Levantamento do Sindicato dos Hospitais Particulares destaca que os principais motivos que levam a população a procurar atendimento na rede privada estão relacionados à demora na espera.

Uma em cada quatro pessoas que não possuem plano de saúde procura laboratórios de clínicas particulares para realizar exames no estado de São Paulo, segundo uma pesquisa do Sindicato dos Hospitais Particulares (SindHosp).

O “Mapa do Acesso da Saúde” aponta que as principais razões que levam os usuários do sistema público a procurarem serviços da rede privada estão relacionadas ao longo tempo de espera:

Demora no encaminhamento para especialista (52%)
Demora no agendamento (48%)
Fila de espera muito longa (44%)
Tempo de espera entre agendamento e consulta (41%)
Necessidade de urgência (40%)
O levantamento foi realizado pelo o Instituto de Pesquisa Qualibest na segunda quinzena de março deste ano, com 2.013 pessoas da capital (48%), Região Metropolitana de São Paulo (23%), litoral e interior do estado (29%). A margem de erro é de 2,2 pontos percentuais.

Dos entrevistados, 52% afirmaram não ter plano de saúde. A pesquisa comprova que a dependência do sistema público aumenta conforme a diminuição da renda: 71% das pessoas das classes C, D e E dependem exclusivamente do Sistema Único de Saúde (SUS), índice que cai para 33% na B e 12% na A.
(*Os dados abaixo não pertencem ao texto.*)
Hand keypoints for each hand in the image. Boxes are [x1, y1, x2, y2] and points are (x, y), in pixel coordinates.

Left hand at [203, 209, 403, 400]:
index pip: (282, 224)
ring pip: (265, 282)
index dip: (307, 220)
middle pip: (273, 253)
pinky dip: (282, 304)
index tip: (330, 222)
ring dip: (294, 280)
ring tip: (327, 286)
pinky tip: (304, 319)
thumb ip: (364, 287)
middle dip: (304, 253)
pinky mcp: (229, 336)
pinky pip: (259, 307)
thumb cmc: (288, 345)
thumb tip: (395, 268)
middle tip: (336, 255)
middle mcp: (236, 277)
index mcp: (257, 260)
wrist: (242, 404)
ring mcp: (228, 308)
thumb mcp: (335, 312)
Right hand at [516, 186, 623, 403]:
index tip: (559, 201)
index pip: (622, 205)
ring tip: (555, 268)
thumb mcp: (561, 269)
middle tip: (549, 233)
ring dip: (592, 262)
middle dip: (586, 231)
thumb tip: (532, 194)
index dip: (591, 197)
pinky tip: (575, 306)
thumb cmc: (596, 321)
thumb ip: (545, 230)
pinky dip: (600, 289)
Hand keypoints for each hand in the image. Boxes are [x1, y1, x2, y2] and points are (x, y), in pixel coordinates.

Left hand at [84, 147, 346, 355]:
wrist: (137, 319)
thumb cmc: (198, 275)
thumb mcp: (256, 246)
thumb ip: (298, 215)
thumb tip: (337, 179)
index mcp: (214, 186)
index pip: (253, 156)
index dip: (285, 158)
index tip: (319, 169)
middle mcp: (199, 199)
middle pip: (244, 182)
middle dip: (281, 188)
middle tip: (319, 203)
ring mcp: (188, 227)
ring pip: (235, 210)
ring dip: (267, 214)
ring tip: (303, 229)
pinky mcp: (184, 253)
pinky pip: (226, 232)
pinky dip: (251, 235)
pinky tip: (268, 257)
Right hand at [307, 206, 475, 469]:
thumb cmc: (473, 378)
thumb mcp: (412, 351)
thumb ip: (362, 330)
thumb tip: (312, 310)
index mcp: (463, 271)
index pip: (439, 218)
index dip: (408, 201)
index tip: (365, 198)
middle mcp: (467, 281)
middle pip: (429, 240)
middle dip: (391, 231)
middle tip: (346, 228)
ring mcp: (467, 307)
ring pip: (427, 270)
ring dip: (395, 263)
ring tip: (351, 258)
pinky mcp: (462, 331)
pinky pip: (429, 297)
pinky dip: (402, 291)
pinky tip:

No geral, o SUS foi bem avaliado pela parcela das pessoas que depende dele: 39% bom, 44% regular e 17% ruim.

Déficit na rede pública
Os dados obtidos com a pesquisa evidenciam a desigualdade na área da Saúde entre as parcelas da população que depende da rede pública e a que possui acesso ao sistema privado por meio de planos de saúde.

Atenção básica

A maioria dos usuários do SUS (67%) não faz acompanhamento com clínico geral ou equipe de saúde da família, quadro inverso do visto entre os beneficiários da saúde suplementar, em que 60% realizam esse tipo de acompanhamento.

Internação

A maioria dos entrevistados (56%) relatou não ter se deparado com dificuldades quando precisou de internação em hospital da rede pública.

Dos 44% que afirmam terem enfrentado obstáculos, como demora para vaga de internação, vagas somente em hospitais distantes à residência e ausência de médico especialista, a maioria possui plano de saúde.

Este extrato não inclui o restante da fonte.